◆ **Problem**
Starting with the line containing "Write the network" and going on through the line containing "Which roads connect", return the lines of the data below exactly, and only those.

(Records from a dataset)

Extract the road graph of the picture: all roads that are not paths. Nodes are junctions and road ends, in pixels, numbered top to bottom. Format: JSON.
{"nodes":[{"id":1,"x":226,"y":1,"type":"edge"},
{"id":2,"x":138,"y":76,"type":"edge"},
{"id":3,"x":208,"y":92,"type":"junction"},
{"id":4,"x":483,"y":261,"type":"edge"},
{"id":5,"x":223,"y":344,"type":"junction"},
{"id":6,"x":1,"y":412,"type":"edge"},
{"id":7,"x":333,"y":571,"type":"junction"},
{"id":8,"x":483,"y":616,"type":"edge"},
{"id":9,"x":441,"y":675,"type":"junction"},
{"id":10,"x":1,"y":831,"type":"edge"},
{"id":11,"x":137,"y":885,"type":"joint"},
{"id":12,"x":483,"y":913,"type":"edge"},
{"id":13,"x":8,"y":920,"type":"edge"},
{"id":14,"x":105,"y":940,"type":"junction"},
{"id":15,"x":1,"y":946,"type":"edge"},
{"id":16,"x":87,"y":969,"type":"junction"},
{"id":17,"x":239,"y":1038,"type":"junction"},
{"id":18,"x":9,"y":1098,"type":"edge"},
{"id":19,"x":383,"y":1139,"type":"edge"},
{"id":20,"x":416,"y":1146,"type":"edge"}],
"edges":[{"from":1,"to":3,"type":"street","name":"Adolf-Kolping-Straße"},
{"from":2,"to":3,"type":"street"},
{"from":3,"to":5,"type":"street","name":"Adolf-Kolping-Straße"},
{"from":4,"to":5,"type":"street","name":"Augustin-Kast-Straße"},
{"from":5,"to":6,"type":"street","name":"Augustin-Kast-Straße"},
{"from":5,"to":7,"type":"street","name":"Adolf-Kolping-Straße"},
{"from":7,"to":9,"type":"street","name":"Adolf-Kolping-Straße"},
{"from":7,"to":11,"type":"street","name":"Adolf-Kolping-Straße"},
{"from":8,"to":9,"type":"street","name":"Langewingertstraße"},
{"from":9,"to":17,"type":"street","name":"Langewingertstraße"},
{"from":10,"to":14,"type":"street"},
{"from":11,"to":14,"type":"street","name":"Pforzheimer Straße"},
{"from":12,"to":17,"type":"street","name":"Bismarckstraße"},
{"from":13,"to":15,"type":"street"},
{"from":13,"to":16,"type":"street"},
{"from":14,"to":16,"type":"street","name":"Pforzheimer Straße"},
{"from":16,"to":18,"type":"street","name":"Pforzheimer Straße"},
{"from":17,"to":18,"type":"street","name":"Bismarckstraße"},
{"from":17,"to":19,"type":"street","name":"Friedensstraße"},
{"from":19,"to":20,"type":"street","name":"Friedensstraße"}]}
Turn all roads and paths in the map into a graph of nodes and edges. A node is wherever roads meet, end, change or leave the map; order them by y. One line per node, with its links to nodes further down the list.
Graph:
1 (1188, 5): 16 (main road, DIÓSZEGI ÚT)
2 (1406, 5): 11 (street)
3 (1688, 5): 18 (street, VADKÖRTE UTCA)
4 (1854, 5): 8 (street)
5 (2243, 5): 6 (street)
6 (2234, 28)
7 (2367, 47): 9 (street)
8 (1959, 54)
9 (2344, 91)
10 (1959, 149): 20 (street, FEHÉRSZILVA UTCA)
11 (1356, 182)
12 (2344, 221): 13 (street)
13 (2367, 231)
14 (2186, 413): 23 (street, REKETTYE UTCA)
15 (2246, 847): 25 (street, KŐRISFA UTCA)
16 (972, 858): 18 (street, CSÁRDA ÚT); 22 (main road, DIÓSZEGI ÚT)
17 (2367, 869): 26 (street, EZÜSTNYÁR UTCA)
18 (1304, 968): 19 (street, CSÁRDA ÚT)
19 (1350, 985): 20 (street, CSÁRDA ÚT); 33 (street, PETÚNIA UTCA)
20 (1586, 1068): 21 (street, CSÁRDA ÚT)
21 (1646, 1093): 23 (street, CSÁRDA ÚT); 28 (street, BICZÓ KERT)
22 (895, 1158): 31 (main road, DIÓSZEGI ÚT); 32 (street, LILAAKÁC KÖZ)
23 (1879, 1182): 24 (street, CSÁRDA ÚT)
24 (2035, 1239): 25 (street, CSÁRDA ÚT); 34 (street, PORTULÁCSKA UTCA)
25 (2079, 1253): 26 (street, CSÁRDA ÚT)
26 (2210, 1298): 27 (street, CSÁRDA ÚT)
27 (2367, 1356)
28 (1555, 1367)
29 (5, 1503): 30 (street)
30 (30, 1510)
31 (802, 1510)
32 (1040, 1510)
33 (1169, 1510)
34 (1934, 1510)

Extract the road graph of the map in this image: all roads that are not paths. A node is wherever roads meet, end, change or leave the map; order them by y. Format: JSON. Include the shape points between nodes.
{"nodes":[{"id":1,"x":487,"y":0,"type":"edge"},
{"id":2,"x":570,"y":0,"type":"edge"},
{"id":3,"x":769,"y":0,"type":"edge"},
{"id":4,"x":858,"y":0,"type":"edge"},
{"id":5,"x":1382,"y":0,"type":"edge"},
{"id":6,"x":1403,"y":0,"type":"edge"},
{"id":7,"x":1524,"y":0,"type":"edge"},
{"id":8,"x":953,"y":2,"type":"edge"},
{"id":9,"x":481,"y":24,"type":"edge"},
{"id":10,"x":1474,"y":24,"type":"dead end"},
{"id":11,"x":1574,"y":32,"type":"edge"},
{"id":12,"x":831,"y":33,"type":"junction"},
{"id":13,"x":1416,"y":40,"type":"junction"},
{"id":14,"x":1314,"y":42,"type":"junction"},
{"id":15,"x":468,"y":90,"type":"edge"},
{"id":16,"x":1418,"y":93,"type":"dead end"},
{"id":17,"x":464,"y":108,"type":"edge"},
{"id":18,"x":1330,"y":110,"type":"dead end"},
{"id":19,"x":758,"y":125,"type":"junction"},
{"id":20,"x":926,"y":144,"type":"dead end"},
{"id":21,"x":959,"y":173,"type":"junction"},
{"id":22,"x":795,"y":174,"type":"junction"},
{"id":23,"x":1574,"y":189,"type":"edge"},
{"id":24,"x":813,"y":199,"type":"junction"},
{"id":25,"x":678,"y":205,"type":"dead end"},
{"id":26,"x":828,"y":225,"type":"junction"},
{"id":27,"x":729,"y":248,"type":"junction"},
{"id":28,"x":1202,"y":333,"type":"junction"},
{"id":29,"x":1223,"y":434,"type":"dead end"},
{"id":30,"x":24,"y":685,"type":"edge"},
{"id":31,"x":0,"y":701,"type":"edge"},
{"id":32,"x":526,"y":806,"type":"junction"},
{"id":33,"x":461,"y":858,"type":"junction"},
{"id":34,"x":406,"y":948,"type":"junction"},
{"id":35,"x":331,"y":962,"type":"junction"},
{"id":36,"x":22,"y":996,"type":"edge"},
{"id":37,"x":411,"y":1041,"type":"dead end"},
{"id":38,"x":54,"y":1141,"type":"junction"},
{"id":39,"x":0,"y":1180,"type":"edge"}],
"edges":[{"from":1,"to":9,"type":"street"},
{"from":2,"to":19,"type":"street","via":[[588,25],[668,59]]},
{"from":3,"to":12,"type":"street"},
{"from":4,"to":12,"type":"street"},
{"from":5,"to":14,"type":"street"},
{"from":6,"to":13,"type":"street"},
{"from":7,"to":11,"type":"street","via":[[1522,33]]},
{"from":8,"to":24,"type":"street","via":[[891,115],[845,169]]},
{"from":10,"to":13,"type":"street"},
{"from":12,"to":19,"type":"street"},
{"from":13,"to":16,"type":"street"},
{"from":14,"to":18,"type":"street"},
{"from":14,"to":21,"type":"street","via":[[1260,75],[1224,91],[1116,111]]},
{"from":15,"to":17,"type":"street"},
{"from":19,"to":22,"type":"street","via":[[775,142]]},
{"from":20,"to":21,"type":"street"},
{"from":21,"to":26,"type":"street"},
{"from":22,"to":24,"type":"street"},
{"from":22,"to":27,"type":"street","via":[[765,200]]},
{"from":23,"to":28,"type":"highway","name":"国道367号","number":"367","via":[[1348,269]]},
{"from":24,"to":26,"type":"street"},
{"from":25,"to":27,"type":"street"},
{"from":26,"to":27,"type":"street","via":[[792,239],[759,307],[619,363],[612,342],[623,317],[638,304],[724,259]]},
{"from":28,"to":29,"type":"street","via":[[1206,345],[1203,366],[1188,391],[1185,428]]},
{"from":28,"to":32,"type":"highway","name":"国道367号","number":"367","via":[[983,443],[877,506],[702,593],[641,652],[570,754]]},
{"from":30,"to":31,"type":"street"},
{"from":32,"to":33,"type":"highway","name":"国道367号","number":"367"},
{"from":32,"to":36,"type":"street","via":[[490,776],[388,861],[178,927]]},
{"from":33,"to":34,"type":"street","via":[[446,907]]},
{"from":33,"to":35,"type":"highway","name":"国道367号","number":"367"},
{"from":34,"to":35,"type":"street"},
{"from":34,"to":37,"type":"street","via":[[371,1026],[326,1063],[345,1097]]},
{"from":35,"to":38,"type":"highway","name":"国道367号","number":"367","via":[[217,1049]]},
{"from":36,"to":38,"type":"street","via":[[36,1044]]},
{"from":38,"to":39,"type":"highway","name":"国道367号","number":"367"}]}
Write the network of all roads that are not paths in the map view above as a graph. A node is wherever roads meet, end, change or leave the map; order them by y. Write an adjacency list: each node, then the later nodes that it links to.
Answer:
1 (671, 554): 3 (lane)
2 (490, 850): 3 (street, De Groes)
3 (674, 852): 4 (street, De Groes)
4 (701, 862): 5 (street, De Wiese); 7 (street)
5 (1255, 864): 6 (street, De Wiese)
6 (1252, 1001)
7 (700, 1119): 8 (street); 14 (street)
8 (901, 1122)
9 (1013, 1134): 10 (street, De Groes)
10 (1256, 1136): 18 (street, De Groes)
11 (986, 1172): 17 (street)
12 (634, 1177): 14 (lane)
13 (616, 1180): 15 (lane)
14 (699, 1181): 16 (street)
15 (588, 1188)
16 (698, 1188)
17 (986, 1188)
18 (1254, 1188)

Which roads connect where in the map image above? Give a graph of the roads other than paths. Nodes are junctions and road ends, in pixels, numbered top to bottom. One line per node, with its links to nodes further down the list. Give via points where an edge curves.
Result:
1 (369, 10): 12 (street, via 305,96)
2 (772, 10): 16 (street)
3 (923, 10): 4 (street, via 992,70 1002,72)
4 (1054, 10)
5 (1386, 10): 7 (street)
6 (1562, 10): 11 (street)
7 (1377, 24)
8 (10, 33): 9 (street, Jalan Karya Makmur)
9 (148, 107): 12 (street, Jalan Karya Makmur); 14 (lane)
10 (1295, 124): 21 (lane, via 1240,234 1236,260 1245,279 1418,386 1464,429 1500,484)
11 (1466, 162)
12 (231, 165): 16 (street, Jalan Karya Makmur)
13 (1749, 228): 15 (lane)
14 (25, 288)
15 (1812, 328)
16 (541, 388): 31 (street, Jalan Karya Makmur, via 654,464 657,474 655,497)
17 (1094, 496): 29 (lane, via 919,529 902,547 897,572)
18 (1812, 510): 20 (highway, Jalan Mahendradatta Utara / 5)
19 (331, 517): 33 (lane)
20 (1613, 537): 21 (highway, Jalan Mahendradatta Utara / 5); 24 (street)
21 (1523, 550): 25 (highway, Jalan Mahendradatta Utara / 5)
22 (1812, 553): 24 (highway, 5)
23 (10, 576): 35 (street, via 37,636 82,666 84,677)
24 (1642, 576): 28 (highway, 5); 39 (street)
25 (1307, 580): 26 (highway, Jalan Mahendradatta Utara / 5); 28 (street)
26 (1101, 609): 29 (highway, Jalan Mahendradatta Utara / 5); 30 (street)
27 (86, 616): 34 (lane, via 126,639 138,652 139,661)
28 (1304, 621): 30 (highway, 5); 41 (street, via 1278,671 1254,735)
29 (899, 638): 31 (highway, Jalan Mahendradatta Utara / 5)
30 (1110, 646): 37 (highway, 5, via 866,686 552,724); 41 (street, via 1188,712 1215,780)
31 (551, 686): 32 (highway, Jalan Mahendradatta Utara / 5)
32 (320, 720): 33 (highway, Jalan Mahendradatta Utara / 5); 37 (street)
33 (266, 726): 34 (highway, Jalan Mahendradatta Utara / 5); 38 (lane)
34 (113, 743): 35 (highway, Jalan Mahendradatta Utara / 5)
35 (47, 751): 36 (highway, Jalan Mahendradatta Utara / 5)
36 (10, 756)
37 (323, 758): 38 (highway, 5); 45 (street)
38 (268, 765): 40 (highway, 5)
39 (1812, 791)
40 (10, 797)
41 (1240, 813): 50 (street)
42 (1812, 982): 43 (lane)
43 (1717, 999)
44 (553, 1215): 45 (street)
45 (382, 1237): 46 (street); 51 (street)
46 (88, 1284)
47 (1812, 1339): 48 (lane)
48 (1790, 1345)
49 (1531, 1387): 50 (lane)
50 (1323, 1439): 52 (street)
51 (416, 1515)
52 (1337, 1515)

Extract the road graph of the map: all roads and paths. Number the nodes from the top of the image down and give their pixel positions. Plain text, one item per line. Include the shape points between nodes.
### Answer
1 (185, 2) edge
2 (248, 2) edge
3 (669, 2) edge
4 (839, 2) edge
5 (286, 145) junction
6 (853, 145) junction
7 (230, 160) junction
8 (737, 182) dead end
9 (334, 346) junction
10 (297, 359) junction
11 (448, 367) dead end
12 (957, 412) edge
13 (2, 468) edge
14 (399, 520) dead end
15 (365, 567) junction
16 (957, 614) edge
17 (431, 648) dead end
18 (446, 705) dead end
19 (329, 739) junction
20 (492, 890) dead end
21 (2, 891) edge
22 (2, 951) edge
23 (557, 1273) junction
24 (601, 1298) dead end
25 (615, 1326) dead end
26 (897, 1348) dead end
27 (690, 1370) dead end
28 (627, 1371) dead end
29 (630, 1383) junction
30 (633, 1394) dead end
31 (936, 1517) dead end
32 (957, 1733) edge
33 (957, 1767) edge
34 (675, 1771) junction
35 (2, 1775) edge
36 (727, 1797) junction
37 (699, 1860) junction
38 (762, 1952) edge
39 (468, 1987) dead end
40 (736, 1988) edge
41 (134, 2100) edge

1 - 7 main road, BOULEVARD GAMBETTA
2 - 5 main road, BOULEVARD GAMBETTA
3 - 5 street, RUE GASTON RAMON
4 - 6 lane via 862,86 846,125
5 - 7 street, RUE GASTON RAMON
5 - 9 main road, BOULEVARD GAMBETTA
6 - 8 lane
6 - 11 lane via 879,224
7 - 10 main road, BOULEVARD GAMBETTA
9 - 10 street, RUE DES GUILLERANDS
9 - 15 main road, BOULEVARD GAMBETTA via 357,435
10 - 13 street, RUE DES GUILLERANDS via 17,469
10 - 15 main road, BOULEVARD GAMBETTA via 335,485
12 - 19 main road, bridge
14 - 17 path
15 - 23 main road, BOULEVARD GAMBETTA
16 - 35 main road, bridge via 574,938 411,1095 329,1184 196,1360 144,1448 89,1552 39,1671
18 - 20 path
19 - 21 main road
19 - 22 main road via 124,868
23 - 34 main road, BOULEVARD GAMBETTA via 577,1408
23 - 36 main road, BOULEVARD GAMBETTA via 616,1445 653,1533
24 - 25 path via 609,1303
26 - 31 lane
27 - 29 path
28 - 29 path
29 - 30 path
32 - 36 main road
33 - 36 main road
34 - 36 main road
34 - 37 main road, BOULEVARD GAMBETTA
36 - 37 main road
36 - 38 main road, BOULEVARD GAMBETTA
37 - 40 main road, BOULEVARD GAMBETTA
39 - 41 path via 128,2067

◆ **Result of the exercise**
Write the network of all roads that are not paths in the map view above as a graph. A node is wherever roads meet, end, change or leave the map; order them by y. Write an adjacency list: each node, then the later nodes that it links to.
Answer:
1 (671, 554): 3 (lane)
2 (490, 850): 3 (street, De Groes)
3 (674, 852): 4 (street, De Groes)
4 (701, 862): 5 (street, De Wiese); 7 (street)
5 (1255, 864): 6 (street, De Wiese)
6 (1252, 1001)
7 (700, 1119): 8 (street); 14 (street)
8 (901, 1122)
9 (1013, 1134): 10 (street, De Groes)
10 (1256, 1136): 18 (street, De Groes)
11 (986, 1172): 17 (street)
12 (634, 1177): 14 (lane)
13 (616, 1180): 15 (lane)
14 (699, 1181): 16 (street)
15 (588, 1188)
16 (698, 1188)
17 (986, 1188)
18 (1254, 1188)

Which roads connect where in the map image above? Give a graph of the roads other than paths. Nodes are junctions and road ends, in pixels, numbered top to bottom. One line per node, with its links to nodes further down the list. Give via points where an edge curves.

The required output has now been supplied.